Records shown:
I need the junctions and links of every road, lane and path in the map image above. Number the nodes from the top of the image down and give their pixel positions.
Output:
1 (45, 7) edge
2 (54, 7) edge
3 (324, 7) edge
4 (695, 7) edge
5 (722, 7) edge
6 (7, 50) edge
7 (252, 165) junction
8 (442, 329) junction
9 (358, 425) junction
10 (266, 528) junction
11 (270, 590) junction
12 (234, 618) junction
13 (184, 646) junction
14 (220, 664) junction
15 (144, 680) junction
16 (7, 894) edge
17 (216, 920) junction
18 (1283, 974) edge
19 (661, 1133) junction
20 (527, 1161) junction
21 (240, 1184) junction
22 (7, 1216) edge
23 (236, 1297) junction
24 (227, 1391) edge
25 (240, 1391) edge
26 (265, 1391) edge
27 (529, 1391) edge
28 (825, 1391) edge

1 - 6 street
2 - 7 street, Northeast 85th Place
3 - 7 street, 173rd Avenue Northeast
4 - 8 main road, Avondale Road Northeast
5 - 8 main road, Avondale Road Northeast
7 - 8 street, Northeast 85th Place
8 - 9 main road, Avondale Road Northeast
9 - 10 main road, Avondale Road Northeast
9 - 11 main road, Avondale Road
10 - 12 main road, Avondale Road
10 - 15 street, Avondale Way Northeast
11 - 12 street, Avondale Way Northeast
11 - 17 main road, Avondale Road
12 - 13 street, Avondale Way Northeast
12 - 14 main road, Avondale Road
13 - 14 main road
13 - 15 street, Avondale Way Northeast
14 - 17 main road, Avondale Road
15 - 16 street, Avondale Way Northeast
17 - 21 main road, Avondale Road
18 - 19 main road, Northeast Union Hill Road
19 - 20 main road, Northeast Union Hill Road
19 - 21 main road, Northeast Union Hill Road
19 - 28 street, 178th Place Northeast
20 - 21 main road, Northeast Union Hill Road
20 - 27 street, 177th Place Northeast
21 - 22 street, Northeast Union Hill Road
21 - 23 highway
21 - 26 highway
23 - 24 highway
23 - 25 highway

About this task:
Retype the records that precede this task, keeping them exactly the same.

Exercise result:
I need the junctions and links of every road, lane and path in the map image above. Number the nodes from the top of the image down and give their pixel positions.
Output:
1 (45, 7) edge
2 (54, 7) edge
3 (324, 7) edge
4 (695, 7) edge
5 (722, 7) edge
6 (7, 50) edge
7 (252, 165) junction
8 (442, 329) junction
9 (358, 425) junction
10 (266, 528) junction
11 (270, 590) junction
12 (234, 618) junction
13 (184, 646) junction
14 (220, 664) junction
15 (144, 680) junction
16 (7, 894) edge
17 (216, 920) junction
18 (1283, 974) edge
19 (661, 1133) junction
20 (527, 1161) junction
21 (240, 1184) junction
22 (7, 1216) edge
23 (236, 1297) junction
24 (227, 1391) edge
25 (240, 1391) edge
26 (265, 1391) edge
27 (529, 1391) edge
28 (825, 1391) edge

1 - 6 street
2 - 7 street, Northeast 85th Place
3 - 7 street, 173rd Avenue Northeast
4 - 8 main road, Avondale Road Northeast
5 - 8 main road, Avondale Road Northeast
7 - 8 street, Northeast 85th Place
8 - 9 main road, Avondale Road Northeast
9 - 10 main road, Avondale Road Northeast
9 - 11 main road, Avondale Road
10 - 12 main road, Avondale Road
10 - 15 street, Avondale Way Northeast
11 - 12 street, Avondale Way Northeast
11 - 17 main road, Avondale Road
12 - 13 street, Avondale Way Northeast
12 - 14 main road, Avondale Road
13 - 14 main road
13 - 15 street, Avondale Way Northeast
14 - 17 main road, Avondale Road
15 - 16 street, Avondale Way Northeast
17 - 21 main road, Avondale Road
18 - 19 main road, Northeast Union Hill Road
19 - 20 main road, Northeast Union Hill Road
19 - 21 main road, Northeast Union Hill Road
19 - 28 street, 178th Place Northeast
20 - 21 main road, Northeast Union Hill Road
20 - 27 street, 177th Place Northeast
21 - 22 street, Northeast Union Hill Road
21 - 23 highway
21 - 26 highway
23 - 24 highway
23 - 25 highway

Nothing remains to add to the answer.